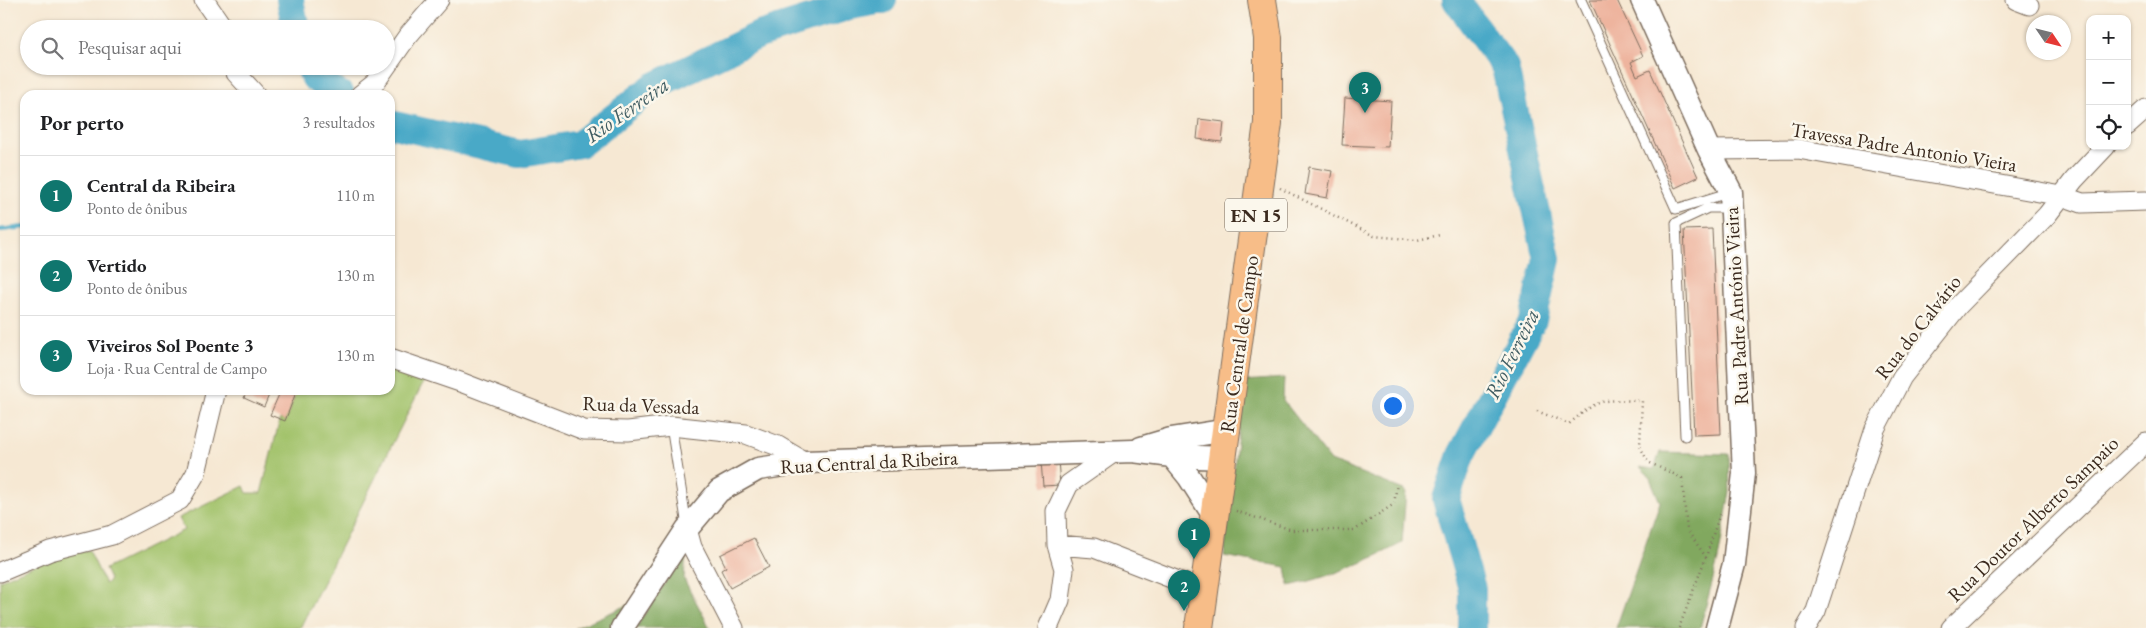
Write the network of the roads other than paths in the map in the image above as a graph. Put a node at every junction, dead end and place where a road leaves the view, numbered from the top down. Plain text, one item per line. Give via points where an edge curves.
1 (204, 0) edge
2 (439, 0) edge
3 (1262, 0) edge
4 (1580, 0) edge
5 (1642, 0) edge
6 (218, 20) edge
7 (395, 53) edge
8 (238, 75) edge
9 (378, 75) edge
10 (367, 89) edge
11 (251, 90) edge
12 (2146, 109) edge
13 (2131, 122) edge
14 (1709, 150) junction
15 (2102, 150) edge
16 (2062, 196) junction
17 (1731, 200) junction
18 (2146, 201) edge
19 (395, 360) edge
20 (215, 395) edge
21 (671, 426) junction
22 (1228, 430) junction
23 (1685, 436) dead end
24 (2146, 442) edge
25 (1124, 451) junction
26 (1172, 456) junction
27 (1224, 458) junction
28 (805, 462) junction
29 (1215, 510) junction
30 (687, 529) junction
31 (1057, 545) junction
32 (0, 572) edge
33 (1204, 591) junction
34 (622, 628) edge
35 (734, 628) edge
36 (1048, 628) edge
37 (1199, 628) edge
38 (1717, 628) edge
39 (1806, 628) edge
40 (1951, 628) edge

1 - 6 street
2 - 7 street
3 - 22 main road, Rua Central de Campo / EN 15 via 1268,38 1268,123
4 - 17 lane via 1676,209
5 - 14 street, Rua Padre António Vieira
8 - 11 street
9 - 10 street
12 - 13 street
14 - 16 street, Travessa Padre Antonio Vieira via 1798,150
14 - 17 street, Rua Padre António Vieira
15 - 16 street, Rua do Calvário
16 - 18 street, Travessa Padre Antonio Vieira via 2082,203
16 - 39 street, Rua do Calvário via 1958,306 1902,377 1875,429 1816,611
17 - 23 lane via 1676,223
17 - 38 street, Rua Padre António Vieira via 1744,473 1734,564
19 - 21 street, Rua da Vessada via 463,382 584,430 628,431
20 - 32 street via 196,473 180,500 112,535 50,551
21 - 28 street, Rua da Vessada via 746,434 778,446
21 - 30 lane
22 - 25 street, Rua Central da Ribeira
22 - 27 main road, Rua Central de Campo / EN 15
24 - 40 street, Rua Doutor Alberto Sampaio
25 - 26 street, Rua Central da Ribeira
25 - 28 street, Rua Central da Ribeira
25 - 31 street via 1069,484 1056,511
26 - 27 street, Rua Central da Ribeira
26 - 29 street
27 - 29 main road, Rua Central de Campo / EN 15
28 - 30 street, Rua Central da Ribeira via 758,469 719,491
29 - 33 main road, Rua Central de Campo / EN 15
30 - 34 street, Rua Central da Ribeira
30 - 35 street via 692,547
31 - 33 street via 1094,548
31 - 36 street via 1064,568 1060,600
33 - 37 main road, Rua Central de Campo / EN 15

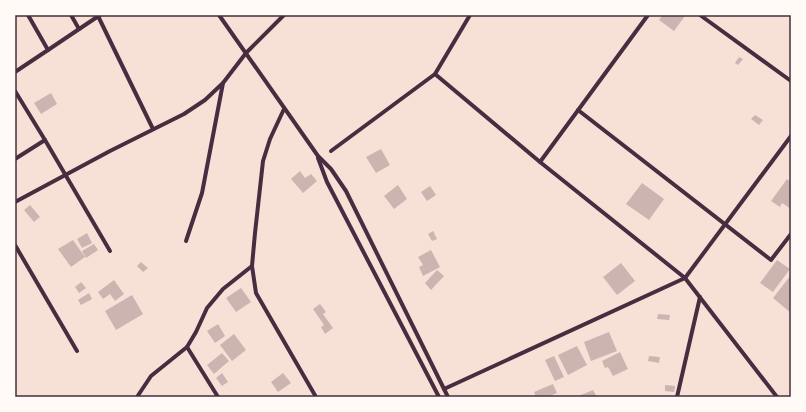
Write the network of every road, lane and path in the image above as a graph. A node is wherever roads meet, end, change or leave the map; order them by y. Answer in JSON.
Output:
{"nodes":[{"id":1,"x":28,"y":15,"type":"edge"},
{"id":2,"x":71,"y":15,"type":"edge"},
{"id":3,"x":219,"y":15,"type":"edge"},
{"id":4,"x":284,"y":15,"type":"edge"},
{"id":5,"x":470,"y":15,"type":"edge"},
{"id":6,"x":648,"y":15,"type":"edge"},
{"id":7,"x":700,"y":15,"type":"edge"},
{"id":8,"x":99,"y":16,"type":"edge"},
{"id":9,"x":79,"y":29,"type":"junction"},
{"id":10,"x":48,"y":50,"type":"junction"},
{"id":11,"x":246,"y":53,"type":"junction"},
{"id":12,"x":15,"y":72,"type":"edge"},
{"id":13,"x":435,"y":74,"type":"junction"},
{"id":14,"x":791,"y":81,"type":"edge"},
{"id":15,"x":223,"y":83,"type":"junction"},
{"id":16,"x":15,"y":91,"type":"edge"},
{"id":17,"x":284,"y":108,"type":"junction"},
{"id":18,"x":578,"y":110,"type":"junction"},
{"id":19,"x":153,"y":129,"type":"junction"},
{"id":20,"x":791,"y":136,"type":"edge"},
{"id":21,"x":45,"y":140,"type":"junction"},
{"id":22,"x":786,"y":142,"type":"junction"},
{"id":23,"x":791,"y":145,"type":"edge"},
{"id":24,"x":331,"y":151,"type":"dead end"},
{"id":25,"x":318,"y":156,"type":"junction"},
{"id":26,"x":15,"y":159,"type":"edge"},
{"id":27,"x":540,"y":162,"type":"junction"},
{"id":28,"x":65,"y":175,"type":"junction"},
{"id":29,"x":15,"y":202,"type":"edge"},
{"id":30,"x":725,"y":224,"type":"junction"},
{"id":31,"x":791,"y":234,"type":"edge"},
{"id":32,"x":186,"y":241,"type":"dead end"},
{"id":33,"x":15,"y":245,"type":"edge"},
{"id":34,"x":110,"y":251,"type":"dead end"},
{"id":35,"x":252,"y":266,"type":"junction"},
{"id":36,"x":685,"y":278,"type":"junction"},
{"id":37,"x":700,"y":298,"type":"junction"},
{"id":38,"x":187,"y":347,"type":"junction"},
{"id":39,"x":77,"y":351,"type":"dead end"},
{"id":40,"x":444,"y":389,"type":"junction"},
{"id":41,"x":137,"y":397,"type":"edge"},
{"id":42,"x":218,"y":397,"type":"edge"},
{"id":43,"x":316,"y":397,"type":"edge"},
{"id":44,"x":439,"y":397,"type":"edge"},
{"id":45,"x":448,"y":397,"type":"edge"},
{"id":46,"x":677,"y":397,"type":"edge"},
{"id":47,"x":777,"y":397,"type":"edge"}],
"edges":[{"from":1,"to":10,"type":"street"},
{"from":2,"to":9,"type":"street"},
{"from":3,"to":11,"type":"street"},
{"from":4,"to":11,"type":"street"},
{"from":5,"to":13,"type":"street"},
{"from":6,"to":18,"type":"street"},
{"from":7,"to":14,"type":"street"},
{"from":8,"to":9,"type":"street"},
{"from":8,"to":19,"type":"street"},
{"from":9,"to":10,"type":"street"},
{"from":10,"to":12,"type":"street"},
{"from":11,"to":15,"type":"street"},
{"from":11,"to":17,"type":"street"},
{"from":13,"to":24,"type":"street"},
{"from":13,"to":27,"type":"street"},
{"from":15,"to":19,"type":"street"},
{"from":15,"to":32,"type":"street"},
{"from":16,"to":21,"type":"street"},
{"from":17,"to":25,"type":"street"},
{"from":17,"to":35,"type":"street"},
{"from":18,"to":27,"type":"street"},
{"from":18,"to":30,"type":"street"},
{"from":19,"to":28,"type":"street"},
{"from":20,"to":22,"type":"street"},
{"from":21,"to":26,"type":"street"},
{"from":21,"to":28,"type":"street"},
{"from":22,"to":23,"type":"street"},
{"from":22,"to":30,"type":"street"},
{"from":25,"to":40,"type":"street"},
{"from":25,"to":44,"type":"street"},
{"from":27,"to":36,"type":"street"},
{"from":28,"to":29,"type":"street"},
{"from":28,"to":34,"type":"street"},
{"from":30,"to":31,"type":"street"},
{"from":30,"to":36,"type":"street"},
{"from":33,"to":39,"type":"street"},
{"from":35,"to":38,"type":"street"},
{"from":35,"to":43,"type":"street"},
{"from":36,"to":37,"type":"street"},
{"from":36,"to":40,"type":"street"},
{"from":37,"to":46,"type":"street"},
{"from":37,"to":47,"type":"street"},
{"from":38,"to":41,"type":"street"},
{"from":38,"to":42,"type":"street"},
{"from":40,"to":45,"type":"street"}]}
——
WHAT IS REQUIRED: Exact copy, no pictures: please print every record above as written.

OUTPUT FOR THIS TASK:
Write the network of the roads other than paths in the map in the image above as a graph. Put a node at every junction, dead end and place where a road leaves the view, numbered from the top down. Plain text, one item per line. Give via points where an edge curves.
1 (204, 0) edge
2 (439, 0) edge
3 (1262, 0) edge
4 (1580, 0) edge
5 (1642, 0) edge
6 (218, 20) edge
7 (395, 53) edge
8 (238, 75) edge
9 (378, 75) edge
10 (367, 89) edge
11 (251, 90) edge
12 (2146, 109) edge
13 (2131, 122) edge
14 (1709, 150) junction
15 (2102, 150) edge
16 (2062, 196) junction
17 (1731, 200) junction
18 (2146, 201) edge
19 (395, 360) edge
20 (215, 395) edge
21 (671, 426) junction
22 (1228, 430) junction
23 (1685, 436) dead end
24 (2146, 442) edge
25 (1124, 451) junction
26 (1172, 456) junction
27 (1224, 458) junction
28 (805, 462) junction
29 (1215, 510) junction
30 (687, 529) junction
31 (1057, 545) junction
32 (0, 572) edge
33 (1204, 591) junction
34 (622, 628) edge
35 (734, 628) edge
36 (1048, 628) edge
37 (1199, 628) edge
38 (1717, 628) edge
39 (1806, 628) edge
40 (1951, 628) edge

1 - 6 street
2 - 7 street
3 - 22 main road, Rua Central de Campo / EN 15 via 1268,38 1268,123
4 - 17 lane via 1676,209
5 - 14 street, Rua Padre António Vieira
8 - 11 street
9 - 10 street
12 - 13 street
14 - 16 street, Travessa Padre Antonio Vieira via 1798,150
14 - 17 street, Rua Padre António Vieira
15 - 16 street, Rua do Calvário
16 - 18 street, Travessa Padre Antonio Vieira via 2082,203
16 - 39 street, Rua do Calvário via 1958,306 1902,377 1875,429 1816,611
17 - 23 lane via 1676,223
17 - 38 street, Rua Padre António Vieira via 1744,473 1734,564
19 - 21 street, Rua da Vessada via 463,382 584,430 628,431
20 - 32 street via 196,473 180,500 112,535 50,551
21 - 28 street, Rua da Vessada via 746,434 778,446
21 - 30 lane
22 - 25 street, Rua Central da Ribeira
22 - 27 main road, Rua Central de Campo / EN 15
24 - 40 street, Rua Doutor Alberto Sampaio
25 - 26 street, Rua Central da Ribeira
25 - 28 street, Rua Central da Ribeira
25 - 31 street via 1069,484 1056,511
26 - 27 street, Rua Central da Ribeira
26 - 29 street
27 - 29 main road, Rua Central de Campo / EN 15
28 - 30 street, Rua Central da Ribeira via 758,469 719,491
29 - 33 main road, Rua Central de Campo / EN 15
30 - 34 street, Rua Central da Ribeira
30 - 35 street via 692,547
31 - 33 street via 1094,548
31 - 36 street via 1064,568 1060,600
33 - 37 main road, Rua Central de Campo / EN 15

Write the network of every road, lane and path in the image above as a graph. A node is wherever roads meet, end, change or leave the map; order them by y. Answer in JSON.
Output:
{"nodes":[{"id":1,"x":28,"y":15,"type":"edge"},
{"id":2,"x":71,"y":15,"type":"edge"},
{"id":3,"x":219,"y":15,"type":"edge"},
{"id":4,"x":284,"y":15,"type":"edge"},
{"id":5,"x":470,"y":15,"type":"edge"},
{"id":6,"x":648,"y":15,"type":"edge"},
{"id":7,"x":700,"y":15,"type":"edge"},
{"id":8,"x":99,"y":16,"type":"edge"},
{"id":9,"x":79,"y":29,"type":"junction"},
{"id":10,"x":48,"y":50,"type":"junction"},
{"id":11,"x":246,"y":53,"type":"junction"},
{"id":12,"x":15,"y":72,"type":"edge"},
{"id":13,"x":435,"y":74,"type":"junction"},
{"id":14,"x":791,"y":81,"type":"edge"},
{"id":15,"x":223,"y":83,"type":"junction"},
{"id":16,"x":15,"y":91,"type":"edge"},
{"id":17,"x":284,"y":108,"type":"junction"},
{"id":18,"x":578,"y":110,"type":"junction"},
{"id":19,"x":153,"y":129,"type":"junction"},
{"id":20,"x":791,"y":136,"type":"edge"},
{"id":21,"x":45,"y":140,"type":"junction"},
{"id":22,"x":786,"y":142,"type":"junction"},
{"id":23,"x":791,"y":145,"type":"edge"},
{"id":24,"x":331,"y":151,"type":"dead end"},
{"id":25,"x":318,"y":156,"type":"junction"},
{"id":26,"x":15,"y":159,"type":"edge"},
{"id":27,"x":540,"y":162,"type":"junction"},
{"id":28,"x":65,"y":175,"type":"junction"},
{"id":29,"x":15,"y":202,"type":"edge"},
{"id":30,"x":725,"y":224,"type":"junction"},
{"id":31,"x":791,"y":234,"type":"edge"},
{"id":32,"x":186,"y":241,"type":"dead end"},
{"id":33,"x":15,"y":245,"type":"edge"},
{"id":34,"x":110,"y":251,"type":"dead end"},
{"id":35,"x":252,"y":266,"type":"junction"},
{"id":36,"x":685,"y":278,"type":"junction"},
{"id":37,"x":700,"y":298,"type":"junction"},
{"id":38,"x":187,"y":347,"type":"junction"},
{"id":39,"x":77,"y":351,"type":"dead end"},
{"id":40,"x":444,"y":389,"type":"junction"},
{"id":41,"x":137,"y":397,"type":"edge"},
{"id":42,"x":218,"y":397,"type":"edge"},
{"id":43,"x":316,"y":397,"type":"edge"},
{"id":44,"x":439,"y":397,"type":"edge"},
{"id":45,"x":448,"y":397,"type":"edge"},
{"id":46,"x":677,"y":397,"type":"edge"},
{"id":47,"x":777,"y":397,"type":"edge"}],
"edges":[{"from":1,"to":10,"type":"street"},
{"from":2,"to":9,"type":"street"},
{"from":3,"to":11,"type":"street"},
{"from":4,"to":11,"type":"street"},
{"from":5,"to":13,"type":"street"},
{"from":6,"to":18,"type":"street"},
{"from":7,"to":14,"type":"street"},
{"from":8,"to":9,"type":"street"},
{"from":8,"to":19,"type":"street"},
{"from":9,"to":10,"type":"street"},
{"from":10,"to":12,"type":"street"},
{"from":11,"to":15,"type":"street"},
{"from":11,"to":17,"type":"street"},
{"from":13,"to":24,"type":"street"},
{"from":13,"to":27,"type":"street"},
{"from":15,"to":19,"type":"street"},
{"from":15,"to":32,"type":"street"},
{"from":16,"to":21,"type":"street"},
{"from":17,"to":25,"type":"street"},
{"from":17,"to":35,"type":"street"},
{"from":18,"to":27,"type":"street"},
{"from":18,"to":30,"type":"street"},
{"from":19,"to":28,"type":"street"},
{"from":20,"to":22,"type":"street"},
{"from":21,"to":26,"type":"street"},
{"from":21,"to":28,"type":"street"},
{"from":22,"to":23,"type":"street"},
{"from":22,"to":30,"type":"street"},
{"from":25,"to":40,"type":"street"},
{"from":25,"to":44,"type":"street"},
{"from":27,"to":36,"type":"street"},
{"from":28,"to":29,"type":"street"},
{"from":28,"to":34,"type":"street"},
{"from":30,"to":31,"type":"street"},
{"from":30,"to":36,"type":"street"},
{"from":33,"to":39,"type":"street"},
{"from":35,"to":38,"type":"street"},
{"from":35,"to":43,"type":"street"},
{"from":36,"to":37,"type":"street"},
{"from":36,"to":40,"type":"street"},
{"from":37,"to":46,"type":"street"},
{"from":37,"to":47,"type":"street"},
{"from":38,"to":41,"type":"street"},
{"from":38,"to":42,"type":"street"},
{"from":40,"to":45,"type":"street"}]}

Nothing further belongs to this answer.